Dunlap starts off Vestiges with a vague encapsulation of the message: “The basis of the
world is power. It lives in us and in every thing. From the beginning it came forth from God, and
was uttered in the philosophies of great teachers and prophets of the ancient world. God has not
placed it here to remain inactive: it strives, creates, institutes. So long as the world is filled with
it so long will its efforts continue, for power expresses the will of God. This work proceeds upon
the conviction that there has been a gradual rise of systems, one cultus growing out of another.

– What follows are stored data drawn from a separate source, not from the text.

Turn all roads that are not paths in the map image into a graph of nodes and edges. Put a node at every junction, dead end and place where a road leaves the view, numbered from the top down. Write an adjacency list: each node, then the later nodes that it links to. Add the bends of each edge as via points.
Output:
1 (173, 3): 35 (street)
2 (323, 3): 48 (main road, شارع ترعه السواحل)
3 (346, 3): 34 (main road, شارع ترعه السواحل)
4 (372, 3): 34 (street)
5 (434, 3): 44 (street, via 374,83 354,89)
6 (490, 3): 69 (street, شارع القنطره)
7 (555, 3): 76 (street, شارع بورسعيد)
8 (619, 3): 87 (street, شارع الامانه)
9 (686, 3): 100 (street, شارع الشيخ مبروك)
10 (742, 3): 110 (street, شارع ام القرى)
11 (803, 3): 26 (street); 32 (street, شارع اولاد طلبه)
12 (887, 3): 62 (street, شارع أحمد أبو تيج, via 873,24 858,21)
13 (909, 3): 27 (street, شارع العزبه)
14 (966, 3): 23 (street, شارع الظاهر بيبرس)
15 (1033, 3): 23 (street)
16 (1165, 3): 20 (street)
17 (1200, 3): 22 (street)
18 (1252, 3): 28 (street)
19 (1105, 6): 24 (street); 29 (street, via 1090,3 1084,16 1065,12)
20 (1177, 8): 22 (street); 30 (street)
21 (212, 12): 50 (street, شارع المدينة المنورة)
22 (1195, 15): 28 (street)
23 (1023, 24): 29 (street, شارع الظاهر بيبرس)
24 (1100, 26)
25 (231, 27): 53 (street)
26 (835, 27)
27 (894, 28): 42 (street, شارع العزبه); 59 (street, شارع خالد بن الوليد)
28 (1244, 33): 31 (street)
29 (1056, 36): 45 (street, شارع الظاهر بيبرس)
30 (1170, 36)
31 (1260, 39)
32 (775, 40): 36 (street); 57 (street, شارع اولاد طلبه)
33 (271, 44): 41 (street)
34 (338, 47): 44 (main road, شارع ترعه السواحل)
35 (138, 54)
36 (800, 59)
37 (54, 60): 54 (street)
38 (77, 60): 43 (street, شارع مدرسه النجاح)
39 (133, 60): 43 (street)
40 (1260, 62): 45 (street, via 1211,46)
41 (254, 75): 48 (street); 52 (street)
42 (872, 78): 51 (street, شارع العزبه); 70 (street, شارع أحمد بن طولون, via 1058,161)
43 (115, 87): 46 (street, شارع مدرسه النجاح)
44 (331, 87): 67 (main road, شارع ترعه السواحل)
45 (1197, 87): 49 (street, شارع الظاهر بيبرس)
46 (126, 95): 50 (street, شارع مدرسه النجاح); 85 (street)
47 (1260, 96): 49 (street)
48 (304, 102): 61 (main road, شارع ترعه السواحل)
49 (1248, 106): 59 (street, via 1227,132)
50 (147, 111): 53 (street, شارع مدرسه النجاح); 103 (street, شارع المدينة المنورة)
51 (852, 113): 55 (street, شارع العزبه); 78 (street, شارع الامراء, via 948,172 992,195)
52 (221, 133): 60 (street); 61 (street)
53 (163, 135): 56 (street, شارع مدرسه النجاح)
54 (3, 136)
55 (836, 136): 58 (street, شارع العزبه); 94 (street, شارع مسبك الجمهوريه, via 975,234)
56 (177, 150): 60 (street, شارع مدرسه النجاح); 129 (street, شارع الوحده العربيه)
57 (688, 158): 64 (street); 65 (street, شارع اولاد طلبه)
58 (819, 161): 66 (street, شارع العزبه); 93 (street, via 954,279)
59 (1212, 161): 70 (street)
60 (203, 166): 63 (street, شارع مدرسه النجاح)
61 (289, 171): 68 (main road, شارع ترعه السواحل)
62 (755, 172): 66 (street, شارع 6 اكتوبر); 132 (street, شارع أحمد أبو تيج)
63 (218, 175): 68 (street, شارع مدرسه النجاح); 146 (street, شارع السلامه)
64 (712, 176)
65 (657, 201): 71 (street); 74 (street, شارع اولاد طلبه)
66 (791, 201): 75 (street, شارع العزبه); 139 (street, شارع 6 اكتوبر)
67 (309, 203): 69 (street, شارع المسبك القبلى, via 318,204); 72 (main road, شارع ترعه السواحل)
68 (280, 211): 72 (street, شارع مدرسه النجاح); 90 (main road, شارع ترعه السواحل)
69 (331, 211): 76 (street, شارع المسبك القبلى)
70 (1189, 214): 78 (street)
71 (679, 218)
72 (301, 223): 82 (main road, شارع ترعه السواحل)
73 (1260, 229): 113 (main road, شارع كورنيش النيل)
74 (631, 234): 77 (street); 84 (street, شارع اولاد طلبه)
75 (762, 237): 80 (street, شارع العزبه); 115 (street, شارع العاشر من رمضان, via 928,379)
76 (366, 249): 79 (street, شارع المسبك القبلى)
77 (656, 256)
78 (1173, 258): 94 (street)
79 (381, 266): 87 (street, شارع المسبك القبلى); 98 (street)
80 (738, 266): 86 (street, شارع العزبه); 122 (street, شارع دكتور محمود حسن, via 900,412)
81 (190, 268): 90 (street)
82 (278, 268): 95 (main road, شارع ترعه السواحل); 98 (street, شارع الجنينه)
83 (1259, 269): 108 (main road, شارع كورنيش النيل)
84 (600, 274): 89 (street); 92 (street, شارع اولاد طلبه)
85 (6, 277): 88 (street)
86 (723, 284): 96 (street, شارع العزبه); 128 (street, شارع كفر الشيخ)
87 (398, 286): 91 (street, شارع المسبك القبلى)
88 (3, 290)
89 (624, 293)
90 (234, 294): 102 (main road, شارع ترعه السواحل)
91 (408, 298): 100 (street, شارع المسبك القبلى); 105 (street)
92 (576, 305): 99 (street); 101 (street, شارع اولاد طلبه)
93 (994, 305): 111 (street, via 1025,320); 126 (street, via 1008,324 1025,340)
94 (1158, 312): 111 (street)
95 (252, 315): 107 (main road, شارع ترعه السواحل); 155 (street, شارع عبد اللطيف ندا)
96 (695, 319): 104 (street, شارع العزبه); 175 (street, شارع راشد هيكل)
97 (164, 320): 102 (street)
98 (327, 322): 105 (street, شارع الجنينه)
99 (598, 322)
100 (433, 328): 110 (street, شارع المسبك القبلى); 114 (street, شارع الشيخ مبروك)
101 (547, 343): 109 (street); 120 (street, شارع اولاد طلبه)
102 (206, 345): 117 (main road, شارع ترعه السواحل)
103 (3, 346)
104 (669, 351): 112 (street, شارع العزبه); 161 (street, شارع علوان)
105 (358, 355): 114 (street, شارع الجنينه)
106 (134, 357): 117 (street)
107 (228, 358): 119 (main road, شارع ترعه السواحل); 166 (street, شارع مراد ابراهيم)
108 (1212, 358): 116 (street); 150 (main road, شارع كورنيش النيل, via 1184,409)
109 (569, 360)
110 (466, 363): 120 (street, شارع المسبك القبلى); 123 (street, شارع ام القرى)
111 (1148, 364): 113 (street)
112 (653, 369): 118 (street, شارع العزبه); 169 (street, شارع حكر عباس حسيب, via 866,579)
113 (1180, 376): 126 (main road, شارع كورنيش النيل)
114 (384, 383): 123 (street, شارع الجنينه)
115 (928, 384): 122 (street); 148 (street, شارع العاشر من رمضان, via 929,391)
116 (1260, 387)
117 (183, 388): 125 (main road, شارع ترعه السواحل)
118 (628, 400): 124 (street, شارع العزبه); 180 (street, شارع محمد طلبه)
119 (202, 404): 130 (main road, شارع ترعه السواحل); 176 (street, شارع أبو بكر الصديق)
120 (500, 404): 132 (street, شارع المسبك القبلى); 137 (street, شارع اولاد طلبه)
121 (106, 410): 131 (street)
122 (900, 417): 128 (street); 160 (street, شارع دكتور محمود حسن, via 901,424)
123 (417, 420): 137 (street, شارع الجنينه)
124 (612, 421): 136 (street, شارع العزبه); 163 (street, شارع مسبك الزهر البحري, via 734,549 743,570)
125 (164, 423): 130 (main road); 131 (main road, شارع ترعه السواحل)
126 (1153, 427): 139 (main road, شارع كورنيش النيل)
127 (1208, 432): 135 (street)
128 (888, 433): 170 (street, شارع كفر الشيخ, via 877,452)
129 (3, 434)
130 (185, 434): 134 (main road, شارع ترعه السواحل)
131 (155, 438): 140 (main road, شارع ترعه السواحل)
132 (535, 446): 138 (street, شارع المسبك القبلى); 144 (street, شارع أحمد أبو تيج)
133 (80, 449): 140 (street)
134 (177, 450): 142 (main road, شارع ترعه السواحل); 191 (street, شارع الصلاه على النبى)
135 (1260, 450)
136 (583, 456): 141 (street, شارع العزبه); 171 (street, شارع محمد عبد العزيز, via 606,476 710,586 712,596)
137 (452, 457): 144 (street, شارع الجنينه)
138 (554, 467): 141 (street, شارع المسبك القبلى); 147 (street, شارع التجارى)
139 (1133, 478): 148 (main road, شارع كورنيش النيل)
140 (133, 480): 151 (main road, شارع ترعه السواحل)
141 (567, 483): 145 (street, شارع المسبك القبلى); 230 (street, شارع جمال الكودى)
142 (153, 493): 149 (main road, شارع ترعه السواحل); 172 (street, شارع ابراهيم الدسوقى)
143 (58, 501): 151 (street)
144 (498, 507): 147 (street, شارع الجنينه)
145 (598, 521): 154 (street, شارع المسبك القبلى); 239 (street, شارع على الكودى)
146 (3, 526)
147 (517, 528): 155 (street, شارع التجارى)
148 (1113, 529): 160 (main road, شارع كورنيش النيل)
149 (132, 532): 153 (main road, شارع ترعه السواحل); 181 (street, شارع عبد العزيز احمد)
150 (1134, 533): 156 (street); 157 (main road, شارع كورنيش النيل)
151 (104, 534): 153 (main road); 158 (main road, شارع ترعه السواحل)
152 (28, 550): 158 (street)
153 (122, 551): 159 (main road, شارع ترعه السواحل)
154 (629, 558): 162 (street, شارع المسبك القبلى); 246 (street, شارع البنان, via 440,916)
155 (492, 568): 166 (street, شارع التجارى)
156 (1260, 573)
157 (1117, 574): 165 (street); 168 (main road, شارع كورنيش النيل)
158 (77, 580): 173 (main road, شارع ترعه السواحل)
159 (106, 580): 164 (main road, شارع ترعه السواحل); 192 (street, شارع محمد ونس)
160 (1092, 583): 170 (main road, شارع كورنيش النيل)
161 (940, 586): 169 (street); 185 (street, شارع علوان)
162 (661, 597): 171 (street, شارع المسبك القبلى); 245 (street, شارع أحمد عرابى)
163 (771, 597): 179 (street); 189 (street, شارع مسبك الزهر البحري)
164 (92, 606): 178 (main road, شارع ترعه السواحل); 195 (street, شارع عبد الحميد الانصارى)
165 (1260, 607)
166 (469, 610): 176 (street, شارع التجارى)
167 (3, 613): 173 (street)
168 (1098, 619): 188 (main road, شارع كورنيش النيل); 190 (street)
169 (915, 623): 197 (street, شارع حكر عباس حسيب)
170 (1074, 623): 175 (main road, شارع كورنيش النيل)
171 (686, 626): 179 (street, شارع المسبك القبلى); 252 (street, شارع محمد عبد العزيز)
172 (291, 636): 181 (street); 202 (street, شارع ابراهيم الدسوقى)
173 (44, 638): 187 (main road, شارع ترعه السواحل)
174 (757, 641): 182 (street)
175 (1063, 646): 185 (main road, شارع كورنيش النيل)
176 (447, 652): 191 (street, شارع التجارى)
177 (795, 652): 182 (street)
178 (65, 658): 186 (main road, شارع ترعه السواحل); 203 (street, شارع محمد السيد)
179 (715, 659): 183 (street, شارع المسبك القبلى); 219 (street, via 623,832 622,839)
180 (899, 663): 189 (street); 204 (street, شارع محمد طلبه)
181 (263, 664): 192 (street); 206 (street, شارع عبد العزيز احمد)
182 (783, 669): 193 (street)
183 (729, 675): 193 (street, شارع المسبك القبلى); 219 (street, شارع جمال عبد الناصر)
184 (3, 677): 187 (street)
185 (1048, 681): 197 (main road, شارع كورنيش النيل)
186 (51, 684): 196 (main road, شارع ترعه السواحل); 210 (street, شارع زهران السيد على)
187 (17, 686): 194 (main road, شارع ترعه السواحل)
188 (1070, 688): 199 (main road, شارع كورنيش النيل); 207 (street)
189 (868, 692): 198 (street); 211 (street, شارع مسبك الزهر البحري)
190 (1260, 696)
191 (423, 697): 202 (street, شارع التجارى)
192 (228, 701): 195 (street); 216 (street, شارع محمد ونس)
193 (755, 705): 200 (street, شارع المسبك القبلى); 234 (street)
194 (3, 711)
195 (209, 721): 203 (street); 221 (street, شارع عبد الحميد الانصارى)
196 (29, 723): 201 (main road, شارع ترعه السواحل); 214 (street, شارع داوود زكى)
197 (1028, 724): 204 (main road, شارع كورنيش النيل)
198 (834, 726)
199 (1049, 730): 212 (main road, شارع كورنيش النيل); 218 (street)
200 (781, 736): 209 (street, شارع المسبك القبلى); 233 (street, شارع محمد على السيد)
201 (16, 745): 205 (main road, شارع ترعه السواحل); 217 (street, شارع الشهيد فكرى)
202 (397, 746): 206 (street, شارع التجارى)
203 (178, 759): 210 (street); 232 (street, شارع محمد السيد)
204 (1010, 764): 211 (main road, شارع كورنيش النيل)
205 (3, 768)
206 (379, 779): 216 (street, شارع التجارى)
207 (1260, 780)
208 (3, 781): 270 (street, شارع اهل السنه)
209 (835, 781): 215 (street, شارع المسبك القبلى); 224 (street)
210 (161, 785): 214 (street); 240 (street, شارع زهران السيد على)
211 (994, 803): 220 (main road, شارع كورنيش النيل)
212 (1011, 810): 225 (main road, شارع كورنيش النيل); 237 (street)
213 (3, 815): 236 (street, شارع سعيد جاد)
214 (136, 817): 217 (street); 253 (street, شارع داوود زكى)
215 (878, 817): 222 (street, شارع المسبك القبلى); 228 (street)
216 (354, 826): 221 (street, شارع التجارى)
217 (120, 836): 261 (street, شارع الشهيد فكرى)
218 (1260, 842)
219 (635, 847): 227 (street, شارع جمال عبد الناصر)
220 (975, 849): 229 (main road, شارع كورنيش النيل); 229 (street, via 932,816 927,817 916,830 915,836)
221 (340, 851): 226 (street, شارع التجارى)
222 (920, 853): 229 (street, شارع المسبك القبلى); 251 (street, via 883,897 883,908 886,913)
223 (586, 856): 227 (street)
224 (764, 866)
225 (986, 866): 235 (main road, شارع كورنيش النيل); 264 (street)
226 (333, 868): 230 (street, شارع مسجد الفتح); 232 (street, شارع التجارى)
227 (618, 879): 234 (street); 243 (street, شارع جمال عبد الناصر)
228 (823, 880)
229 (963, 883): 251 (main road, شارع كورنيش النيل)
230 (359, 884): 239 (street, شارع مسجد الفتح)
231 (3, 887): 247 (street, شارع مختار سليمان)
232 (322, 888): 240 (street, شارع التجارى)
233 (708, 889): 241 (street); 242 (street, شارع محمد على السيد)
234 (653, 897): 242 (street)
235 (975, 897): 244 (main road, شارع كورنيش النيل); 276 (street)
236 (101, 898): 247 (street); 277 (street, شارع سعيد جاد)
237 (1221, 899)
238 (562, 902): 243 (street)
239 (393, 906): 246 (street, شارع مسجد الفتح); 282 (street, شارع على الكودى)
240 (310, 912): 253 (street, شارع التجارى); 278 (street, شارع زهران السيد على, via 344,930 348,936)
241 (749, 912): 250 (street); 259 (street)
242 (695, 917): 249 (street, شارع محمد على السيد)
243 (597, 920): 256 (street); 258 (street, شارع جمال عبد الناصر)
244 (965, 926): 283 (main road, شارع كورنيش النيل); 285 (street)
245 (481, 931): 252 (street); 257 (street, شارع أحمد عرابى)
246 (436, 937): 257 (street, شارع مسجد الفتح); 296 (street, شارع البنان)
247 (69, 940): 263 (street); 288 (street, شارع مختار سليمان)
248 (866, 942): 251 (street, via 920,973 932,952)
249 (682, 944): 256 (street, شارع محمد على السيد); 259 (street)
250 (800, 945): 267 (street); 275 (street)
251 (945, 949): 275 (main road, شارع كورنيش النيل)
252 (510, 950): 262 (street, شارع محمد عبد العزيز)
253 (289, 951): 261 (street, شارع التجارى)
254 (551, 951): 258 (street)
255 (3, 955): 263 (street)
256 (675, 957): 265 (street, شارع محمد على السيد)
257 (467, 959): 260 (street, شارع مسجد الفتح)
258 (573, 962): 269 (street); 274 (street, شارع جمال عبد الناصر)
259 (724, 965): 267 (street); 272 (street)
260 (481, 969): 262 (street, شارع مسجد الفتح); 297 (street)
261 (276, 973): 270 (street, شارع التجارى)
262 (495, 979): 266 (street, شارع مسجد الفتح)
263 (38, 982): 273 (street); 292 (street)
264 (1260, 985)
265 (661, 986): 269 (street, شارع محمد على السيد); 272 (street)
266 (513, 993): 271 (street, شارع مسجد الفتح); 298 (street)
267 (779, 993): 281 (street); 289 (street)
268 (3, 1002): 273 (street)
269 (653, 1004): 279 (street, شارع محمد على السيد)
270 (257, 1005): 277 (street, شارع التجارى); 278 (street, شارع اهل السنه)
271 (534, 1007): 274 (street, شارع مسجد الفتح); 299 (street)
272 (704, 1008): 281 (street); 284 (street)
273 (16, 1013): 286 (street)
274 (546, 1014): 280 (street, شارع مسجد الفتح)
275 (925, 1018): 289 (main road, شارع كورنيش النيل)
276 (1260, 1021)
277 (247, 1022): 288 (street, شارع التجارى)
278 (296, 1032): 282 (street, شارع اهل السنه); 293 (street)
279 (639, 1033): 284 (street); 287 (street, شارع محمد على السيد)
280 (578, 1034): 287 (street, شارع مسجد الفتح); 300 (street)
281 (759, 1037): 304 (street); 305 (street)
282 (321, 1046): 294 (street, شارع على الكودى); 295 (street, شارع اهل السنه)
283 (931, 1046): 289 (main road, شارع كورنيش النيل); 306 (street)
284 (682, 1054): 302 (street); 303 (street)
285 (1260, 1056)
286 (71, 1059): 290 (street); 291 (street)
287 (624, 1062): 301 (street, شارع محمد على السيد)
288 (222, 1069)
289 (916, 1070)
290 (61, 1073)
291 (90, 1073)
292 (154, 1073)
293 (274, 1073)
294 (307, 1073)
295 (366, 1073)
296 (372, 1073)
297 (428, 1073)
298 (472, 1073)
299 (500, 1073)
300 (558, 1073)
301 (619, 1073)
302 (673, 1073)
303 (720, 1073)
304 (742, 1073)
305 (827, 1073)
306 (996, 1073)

Thought grows like a plant. New fruits become the bases of further developments. The present
perpetually evolves new power.”205 Already we have hints at Dunlap’s perennialist perspective.
In keeping with SFD’s metaphor of religion as a plant, Vestiges of the Spirit-History of
Man constitutes an attempt to find the roots, or at least the main stem, of the religious vine.
Dunlap ultimately traces the source of modern religion back to the monotheistic idea of a purely
abstract, apophatic divinity,206 writing: “We have thus reached the point of union between all the
old philosophies and religions from four to six centuries before Christ—the culminationspoint
[sic] of a prior civilization. It is ’simple abstract Existence’ as the ’First Cause’ of all things.”207
Sometimes he indicates that this idea originated with the early Buddhists and Brahmans.208 We
have already seen that this is the source to which HPB traces all religions. At other points, he
seems to privilege the ancient Persians (whom he variously calls Chaldeans and Babylonians) as
the true source of the prisca theologia, such as when he writes: “The ring of the Magi is found in
India; also the deities and the basis of the philosophy of the countries surrounding Babylon.”209
203 Coleman, “The Unveiling of ’Isis Unveiled’,” 335 (August).204 Dunlap, Sod: The Mysteries of Adonis, vi.205 Dunlap, Vestiges of the Spirit-History of Man, iii.206 At various points Dunlap associates other doctrines with the prisca theologia as well, including the theory of
emanations, the immortality of the soul, creatio ex nihil, and others. However, he most consistently associates the “ancient wisdom” or “oriental philosophy” with a via negativa theology.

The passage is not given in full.